- The Washington Times - Thursday, December 20, 2001

RICHMOND Gov. James S. Gilmore III yesterday proposed a biennial, $51 billion budget that would fund pay raises for state workers, complete the phaseout of the car tax by 2004 and hold the line on new taxes as the state expects to lose nearly $2 billion in revenue over the next two fiscal years.
Mr. Gilmore, a Republican, recommended taking $467 million from the state's $934 million "rainy day" fund and using $652 million from a transportation trust fund to balance the budget. He also proposed cutting spending by $978 million and allowing state colleges to raise tuition fees to help solve the state budget crisis.
Virginia's economy is projected to recede by 1.4 percent through June 30, when the current fiscal year ends. The state is facing a $1.3 billion revenue loss for the current year.
"I have had to make many difficult decisions decisions that no governor would want to make," Mr. Gilmore told members of the Republican-led House and Senate money committees yesterday. "But many Virginians are making sacrifices during this difficult time. The government should be expected to do the same."
Mr. Gilmore's budget got a critical response from Democratic Gov.-elect Mark R. Warner, who said his administration will devise its own budget, one that will "promote fiscal responsibility."
"We've seen pay raises, car tax phaseout and additional spending," Mr. Warner said at a press conference. "There is a structural imbalance in the state's budget and today's proposal has made it worse."
Mr. Warner, who takes office Jan. 12, said there will be spending cuts but no increase in taxes. "Everyone's belts will have to be tightened," he said. "There will be cuts. There will be pain."
Other lawmakers said Mr. Gilmore's lame-duck budget will be rewritten.
"It has glaring deficiencies in transportation and education," said state Delegate Brian J. Moran, Alexandria Democrat. "This reminds me of my 17-month-old daughter. She always leaves behind a mess for somebody else to pick up.
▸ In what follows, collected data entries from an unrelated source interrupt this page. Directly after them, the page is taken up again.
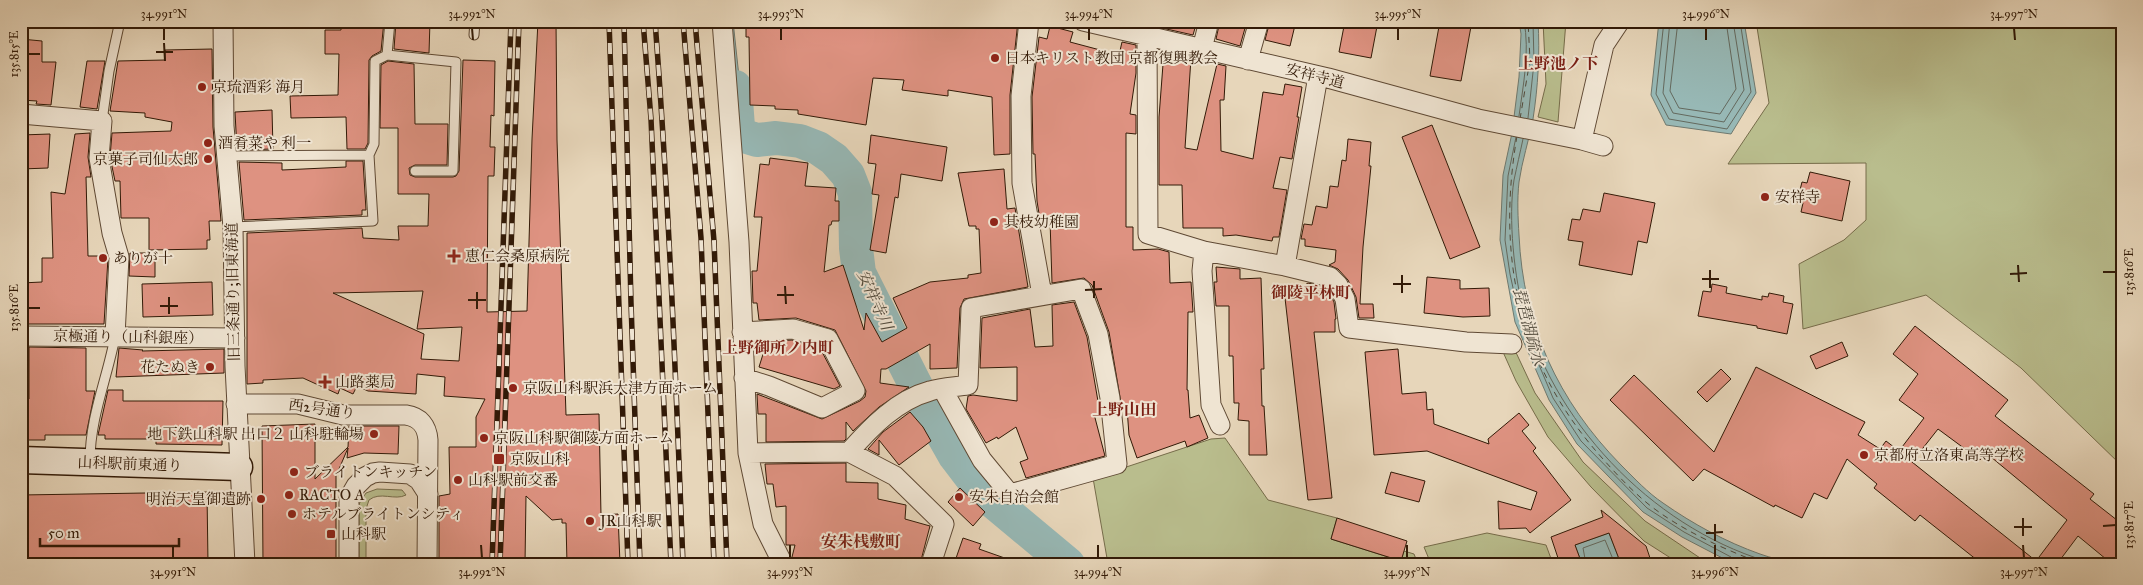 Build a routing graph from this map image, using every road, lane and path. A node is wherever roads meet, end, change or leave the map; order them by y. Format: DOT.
graph roads {
  1 [pos="120,21"];
  2 [pos="223,21"];
  3 [pos="390,21"];
  4 [pos="475,21"];
  5 [pos="722,21"];
  6 [pos="1029,21"];
  7 [pos="1084,21"];
  8 [pos="1209,21"];
  9 [pos="1259,21"];
  10 [pos="1620,21"];
  11 [pos="1106,24"];
  12 [pos="474,35"];
  13 [pos="1147,36"];
  14 [pos="1202,49"];
  15 [pos="388,55"];
  16 [pos="1248,60"];
  17 [pos="1318,76"];
  18 [pos="21,114"];
  19 [pos="102,121"];
  20 [pos="1582,140"];
  21 [pos="1603,146"];
  22 [pos="226,156"];
  23 [pos="370,156"];
  24 [pos="415,171"];
  25 [pos="233,227"];
  26 [pos="1204,251"];
  27 [pos="1285,266"];
  28 [pos="1042,295"];
  29 [pos="742,332"];
  30 [pos="21,336"];
  31 [pos="115,336"];
  32 [pos="235,338"];
  33 [pos="1512,344"];
  34 [pos="744,378"];
  35 [pos="938,390"];
  36 [pos="236,404"];
  37 [pos="1220,425"];
  38 [pos="849,452"];
  39 [pos="748,453"];
  40 [pos="21,460"];
  41 [pos="90,462"];
  42 [pos="239,467"];
  43 [pos="428,494"];
  44 [pos="245,564"];
  45 [pos="349,564"];
  46 [pos="427,564"];
  47 [pos="783,564"];
  48 [pos="931,564"];
  1 -- 19 [label="lane"];
  2 -- 22 [label="street, 旧三条通り;旧東海道"];
  3 -- 15 [label="lane"];
  4 -- 12 [label="lane"];
  5 -- 29 [label="street"];
  6 -- 28 [label="street"];
  7 -- 11 [label="street, 安祥寺道"];
  8 -- 14 [label="street"];
  9 -- 16 [label="street"];
  10 -- 20 [label="street"];
  11 -- 13 [label="street, 安祥寺道"];
  13 -- 14 [label="street, 安祥寺道"];
  13 -- 26 [label="street"];
  14 -- 16 [label="street, 安祥寺道"];
  15 -- 23 [label="lane"];
  15 -- 24 [label="lane"];
  16 -- 17 [label="street, 安祥寺道"];
  17 -- 20 [label="street, 安祥寺道"];
  17 -- 27 [label="street"];
  18 -- 19 [label="street"];
  19 -- 31 [label="street"];
  20 -- 21 [label="street, 安祥寺道"];
  22 -- 23 [label="lane"];
  22 -- 25 [label="street, 旧三条通り;旧東海道"];
  23 -- 25 [label="lane"];
  25 -- 32 [label="street, 旧三条通り;旧東海道"];
  26 -- 27 [label="street"];
  26 -- 37 [label="street"];
  27 -- 33 [label="street"];
  28 -- 35 [label="street"];
  28 -- 35 [label="street"];
  29 -- 34 [label="street"];
  29 -- 34 [label="street"];
  30 -- 31 [label="street, 京極通り（山科銀座）"];
  31 -- 32 [label="street, 京極通り（山科銀座）"];
  31 -- 41 [label="lane"];
  32 -- 36 [label="street, 旧三条通り;旧東海道"];
  34 -- 39 [label="street"];
  35 -- 38 [label="street"];
  36 -- 42 [label="street, 旧三条通り;旧東海道"];
  36 -- 43 [label="street, 西2号通り"];
  38 -- 39 [label="street"];
  38 -- 48 [label="street"];
  39 -- 47 [label="street"];
  40 -- 41 [label="street, 山科駅前東通り"];
  41 -- 42 [label="street, 山科駅前東通り"];
  42 -- 44 [label="street, 旧三条通り;旧東海道"];
  43 -- 45 [label="street"];
  43 -- 46 [label="street, 西2号通り"];
} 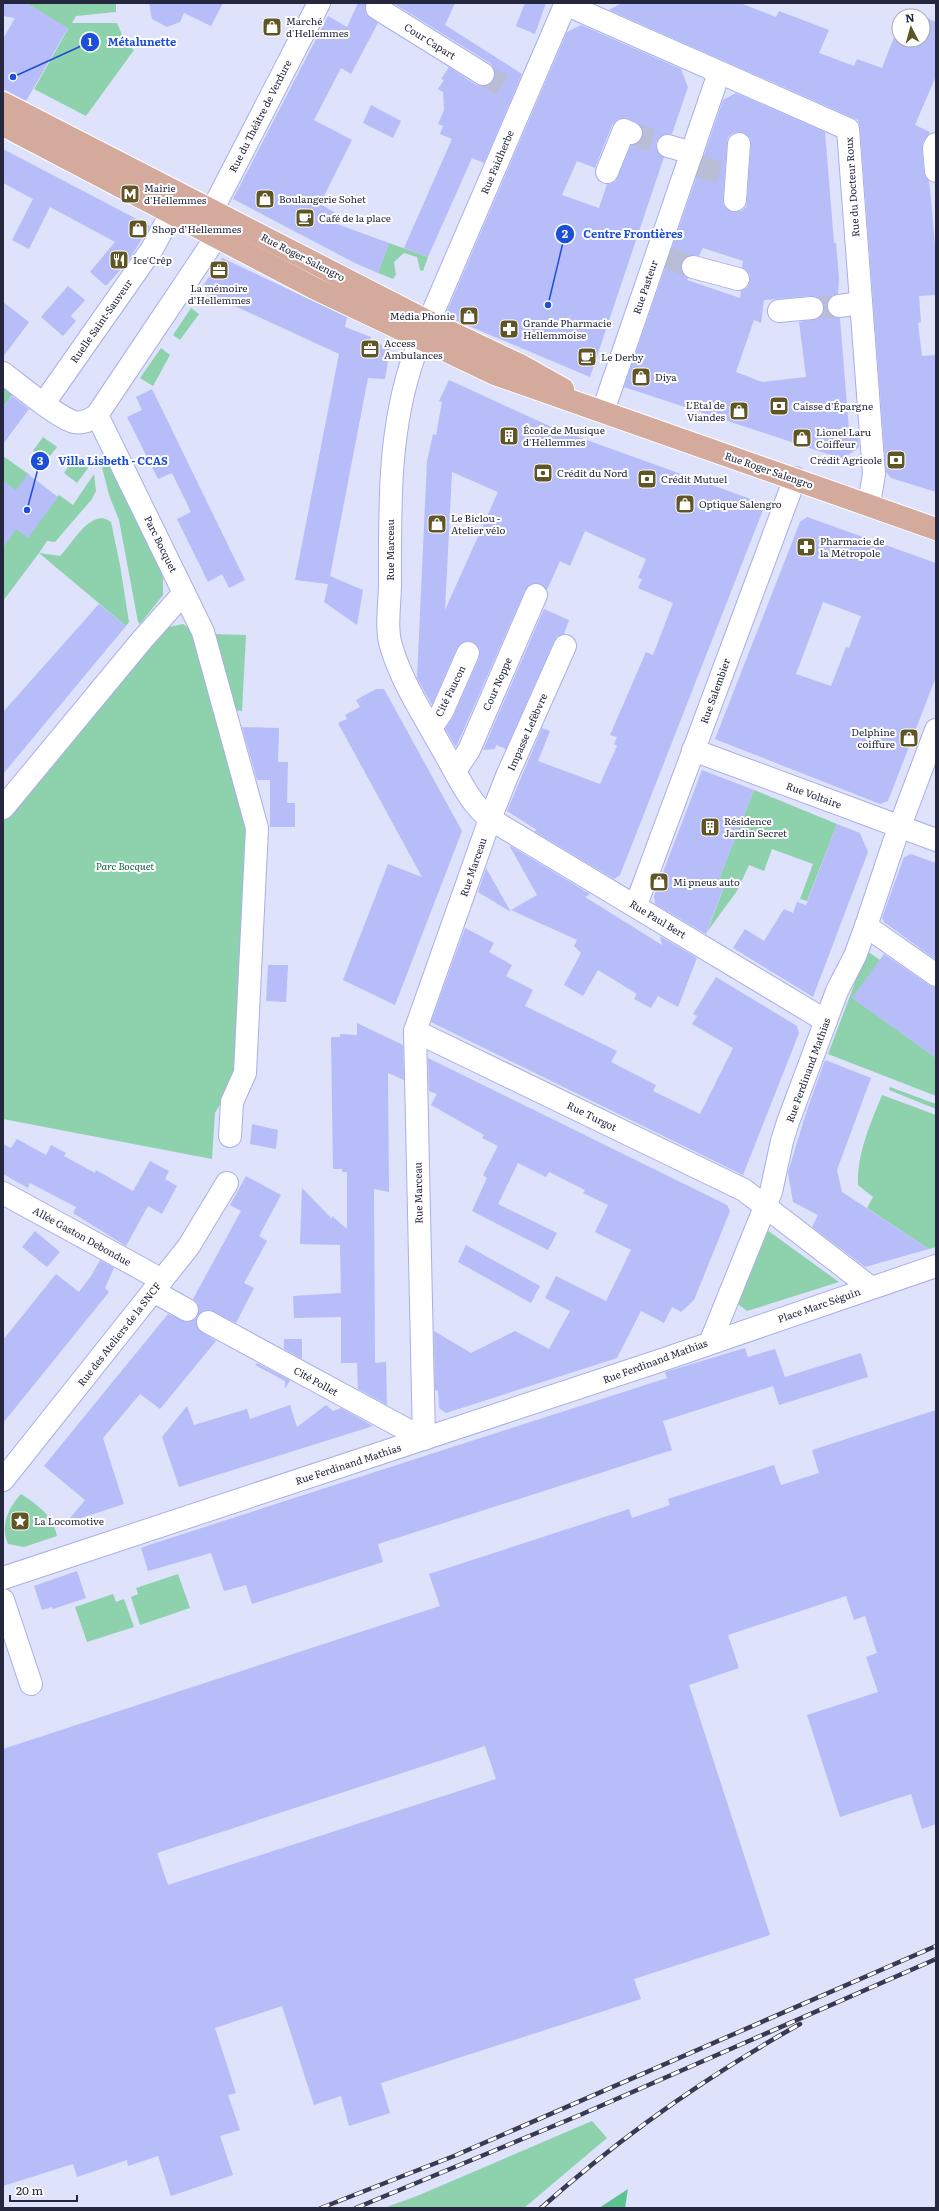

This budget is going to need a lot of analysis and a lot of work."
Delegate Whittington W. Clement, Danville Democrat, agreed: "The budget will be probably unrecognizable come March or April."
One of the most controversial items Mr. Gilmore proposed is his "alternative funding strategy," which would enable the state to transfer $653 million from the Transportation Trust Fund to the general fund. The money then would be available for spending on programs not related to roads and mass transit.
Lawmakers disagreed with Mr. Gilmore's contention that no transportation projects will be disrupted.
"He wants to take from the Transportation Trust Fund money that is already designated for real projects and replace them with IOUs?" state Delegate John A. "Jack" Rollison, Prince William Republican, told the Associated Press. "There's a reason they call this a 'trust' fund."
In his budget, Mr. Gilmore would set aside at least a 2 percent increase in pay for all state workers, including teachers and college faculty. The pay increases, which would total about $290 million, would be implemented next December.
"I believe public employees, who are critical to our success during this difficult time, should be rewarded for their hard work," the governor said.
Mr. Gilmore also would set aside $28 million to fully fund the increased cost of contribution rates for the retiree health care credit, the employee group life insurance program and the state's Sickness and Disability Program.
The budget would allocate $416 million to fully fund the Standards of Quality for public education and another $5 million to strengthen the Standards of Learning, a mandatory standardized test that students must pass to advance to the next level.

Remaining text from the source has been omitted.